December 6, 2016

OCC Moving Forward with Special Purpose Bank Charters for Fintech Companies

11 min

On December 2, 2016, the Office of the Comptroller of the Currency (OCC) announced a willingness to consider applications for special purpose national bank charters for Fintech companies. National bank status offers a number of advantages for Fintech companies, including the prestige of operating as a national bank, authority to conduct activities on a nationwide basis, preemption of state licensing and usury laws, and a single primary regulator, but also presents challenges, including a costly and time-intensive application process, rigorous supervision by the OCC, and liquidity, capital, and other requirements applicable to national banks.

Together with the announcement, the OCC released a white paper, "Exploring Special Purpose National Bank Charters for Fintech Companies," discussing its authority to grant, and criteria for approving, Fintech charters. Importantly, the announcement is not an OCC notice of proposed rulemaking, but a statement of a new approach to implementing its chartering authority. Fintech companies interested in a special purpose charter may apply immediately. In its white paper, the OCC requested public comment on a number of issues, including how the OCC should apply common bank requirements to Fintech applicants. Comments are due to the OCC by January 15, 2017.

Fintech companies should carefully consider the potential advantages and disadvantages of obtaining a national bank charter and whether they will be able to meet the requirements for approval before committing to the time and expense of an application.

What is a special purpose national bank charter?

The OCC has authority to charter special purpose national banks that offer only a limited number of financial services products, target a limited customer base, incorporate nontraditional elements, or have narrowly targeted business plans. Previously approved examples include trust banks, credit card banks, and cash management banks. A Fintech company seeking a special purpose charter might, for example, focus on online lending or payments and money transmission activities.

What activities are available to an OCC-chartered Fintech company?

A special purpose national charter bank must engage in one or more "core banking" functions. These include (1) fiduciary activities; (2) receiving deposits; (3) "paying checks"; or (4) lending money. The OCC interprets "paying checks" to include its modern equivalents, such as issuing credit and debit cards or any other method of facilitating electronic payments. "Lending money" includes a wide variety of credit products, including unsecured personal loans, mortgages, credit cards, and small business lending. As long as a special purpose national charter bank engages in at least one core banking function, it may also engage in other bank-permissible activities, provided it maintains the narrow business focus of its charter.
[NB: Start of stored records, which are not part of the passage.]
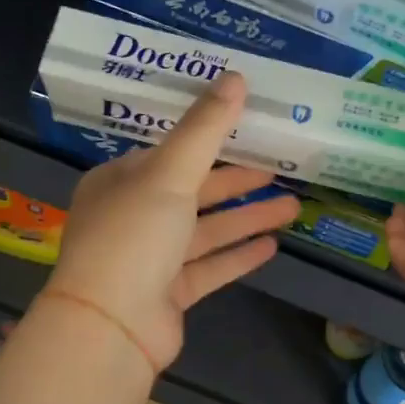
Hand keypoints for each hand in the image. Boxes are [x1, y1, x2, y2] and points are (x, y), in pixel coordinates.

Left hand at [41, 72, 299, 371]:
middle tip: (281, 169)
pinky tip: (272, 246)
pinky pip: (209, 268)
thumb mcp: (169, 174)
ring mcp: (151, 259)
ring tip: (293, 206)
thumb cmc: (133, 237)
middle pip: (193, 192)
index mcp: (120, 182)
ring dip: (246, 218)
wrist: (111, 326)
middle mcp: (133, 217)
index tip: (249, 130)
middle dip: (238, 182)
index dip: (210, 140)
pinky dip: (237, 256)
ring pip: (206, 231)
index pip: (170, 154)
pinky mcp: (169, 294)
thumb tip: (236, 77)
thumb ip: (205, 129)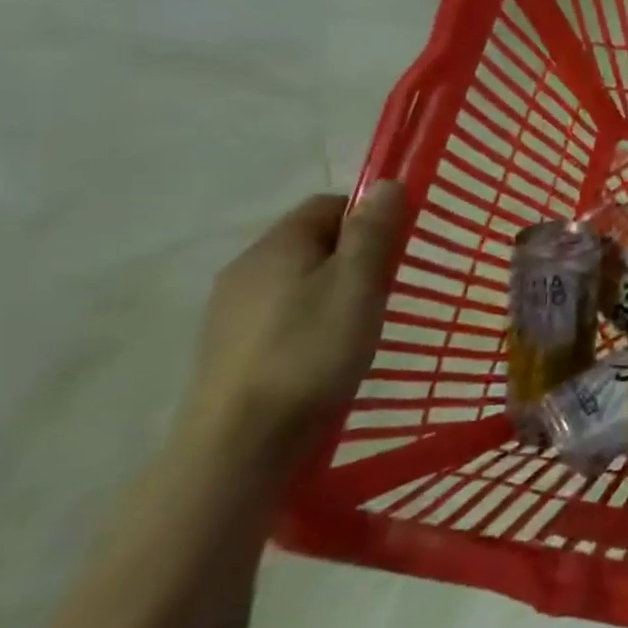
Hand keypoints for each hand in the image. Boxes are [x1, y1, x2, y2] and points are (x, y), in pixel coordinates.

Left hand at [184, 184, 407, 461]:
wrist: (241, 444)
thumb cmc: (310, 352)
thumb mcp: (356, 285)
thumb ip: (372, 232)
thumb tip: (384, 183)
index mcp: (275, 246)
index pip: (327, 205)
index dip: (367, 216)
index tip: (396, 246)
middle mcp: (245, 269)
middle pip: (310, 241)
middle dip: (353, 254)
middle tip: (386, 287)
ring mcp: (231, 312)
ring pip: (297, 280)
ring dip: (332, 289)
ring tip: (362, 323)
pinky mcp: (231, 349)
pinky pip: (281, 313)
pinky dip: (310, 319)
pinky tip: (327, 351)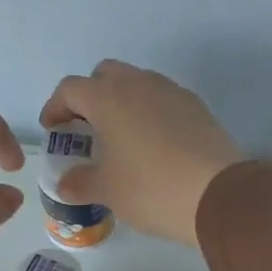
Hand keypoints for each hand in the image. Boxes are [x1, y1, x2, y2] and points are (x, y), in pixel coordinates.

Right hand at [38, 60, 241, 246]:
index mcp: (108, 98)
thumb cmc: (150, 189)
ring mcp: (172, 92)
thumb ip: (80, 183)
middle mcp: (139, 84)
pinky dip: (150, 114)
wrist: (217, 195)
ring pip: (137, 84)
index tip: (54, 131)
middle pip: (105, 76)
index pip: (70, 89)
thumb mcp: (107, 191)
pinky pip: (163, 101)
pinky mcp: (197, 107)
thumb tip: (65, 183)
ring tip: (120, 139)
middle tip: (87, 130)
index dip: (56, 108)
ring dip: (122, 104)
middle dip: (91, 97)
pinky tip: (153, 146)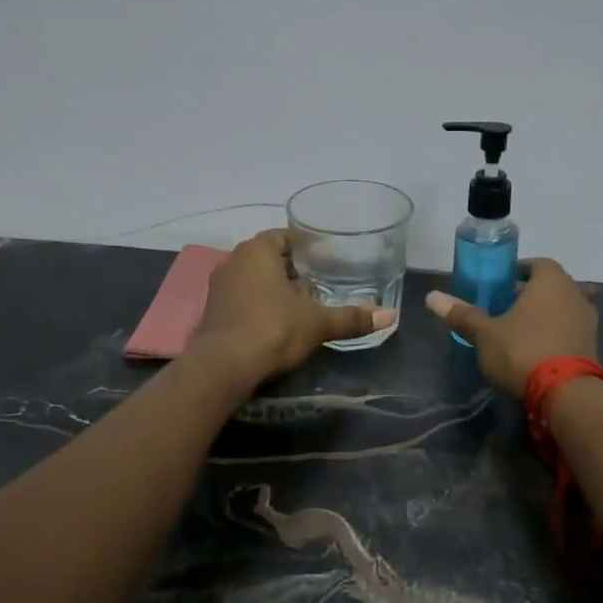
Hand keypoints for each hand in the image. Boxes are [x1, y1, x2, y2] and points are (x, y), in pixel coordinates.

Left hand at [189, 228, 395, 385]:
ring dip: (275, 287)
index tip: (326, 258)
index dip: (306, 246)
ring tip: (303, 302)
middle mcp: (233, 260)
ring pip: (254, 278)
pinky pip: (242, 298)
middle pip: (269, 257)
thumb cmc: (273, 329)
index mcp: (257, 250)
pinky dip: (259, 304)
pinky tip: (278, 321)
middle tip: (321, 281)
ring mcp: (219, 286)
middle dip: (293, 268)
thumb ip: (352, 317)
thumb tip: (390, 316)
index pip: (284, 236)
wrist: (223, 366)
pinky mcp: (212, 312)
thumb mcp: (318, 323)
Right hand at [424, 257, 598, 395]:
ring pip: (561, 309)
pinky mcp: (592, 346)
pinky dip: (553, 334)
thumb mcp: (485, 333)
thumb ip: (462, 314)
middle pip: (550, 286)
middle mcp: (575, 294)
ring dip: (542, 315)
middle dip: (528, 294)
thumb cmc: (523, 350)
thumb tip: (431, 297)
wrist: (567, 394)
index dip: (518, 270)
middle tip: (503, 307)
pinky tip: (534, 351)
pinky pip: (568, 331)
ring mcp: (588, 321)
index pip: (536, 263)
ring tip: (516, 330)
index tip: (500, 282)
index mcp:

Other bank-permissible activities include consulting and financial, investment, and economic advisory activities; acting as a finder or broker for financial products and services; leasing activities; and cash management services, among others.

Would a Fintech company with a special purpose charter be required to accept deposits?

No, receiving deposits is only one of four core banking activities. A Fintech company engaged in fiduciary activities, payments and money movement activities (paying checks), or lending money would not be required to take deposits. However, deposits can represent a low-cost and stable funding source. Fintech companies interested in applying for a special purpose charter should consider the business advantages of deposit funding against the increased compliance requirements applicable to banks that accept deposits.

What laws would apply to a nationally chartered Fintech company?

Many of the federal laws that currently apply based on a Fintech company's activities would still apply if it became a special purpose national charter bank, including, for example, the Truth in Lending Act, the Real Estate Settlement Procedures Act, the Electronic Funds Transfer Act, the Fair Credit Reporting Act, and the prohibitions on unfair or deceptive acts or practices under Section 5 of the Federal Trade Commission Act and similar prohibitions under Dodd-Frank. In addition, a Fintech company with a national charter would be subject to federal banking laws, such as the National Bank Act, as well as the Bank Secrecy Act (BSA), other anti-money laundering (AML) laws, and economic sanctions laws and regulations.

With few exceptions, all national banks are required to be members of the Federal Reserve system and therefore must comply with statutes and regulations administered by the Federal Reserve. These requirements include restrictions on transactions with affiliated entities and insiders, among others. In addition, if a chartered Fintech company accepts deposits, it would be required to apply to the FDIC for deposit insurance. Insured banks are subject to additional requirements administered by the FDIC, including obligations under the Community Reinvestment Act.

National banks, including special purpose charter banks, are not subject to many state laws, including usury laws (other than the bank's home state) and requirements to obtain licenses to do business or to engage in lending or money transmission. The preemption of state usury laws, in particular, may be of interest to non-bank lenders that are currently attempting to navigate the patchwork of fifty state usury laws, as well as the implications of decisions like Madden v. Midland in the Second Circuit. State laws that are not preempted by a federal charter include laws on anti-discrimination, fair lending, debt collection, taxation, zoning, criminal laws, and tort laws. Furthermore, the OCC has taken the position that state laws aimed at unfair or deceptive treatment of customers apply to national banks.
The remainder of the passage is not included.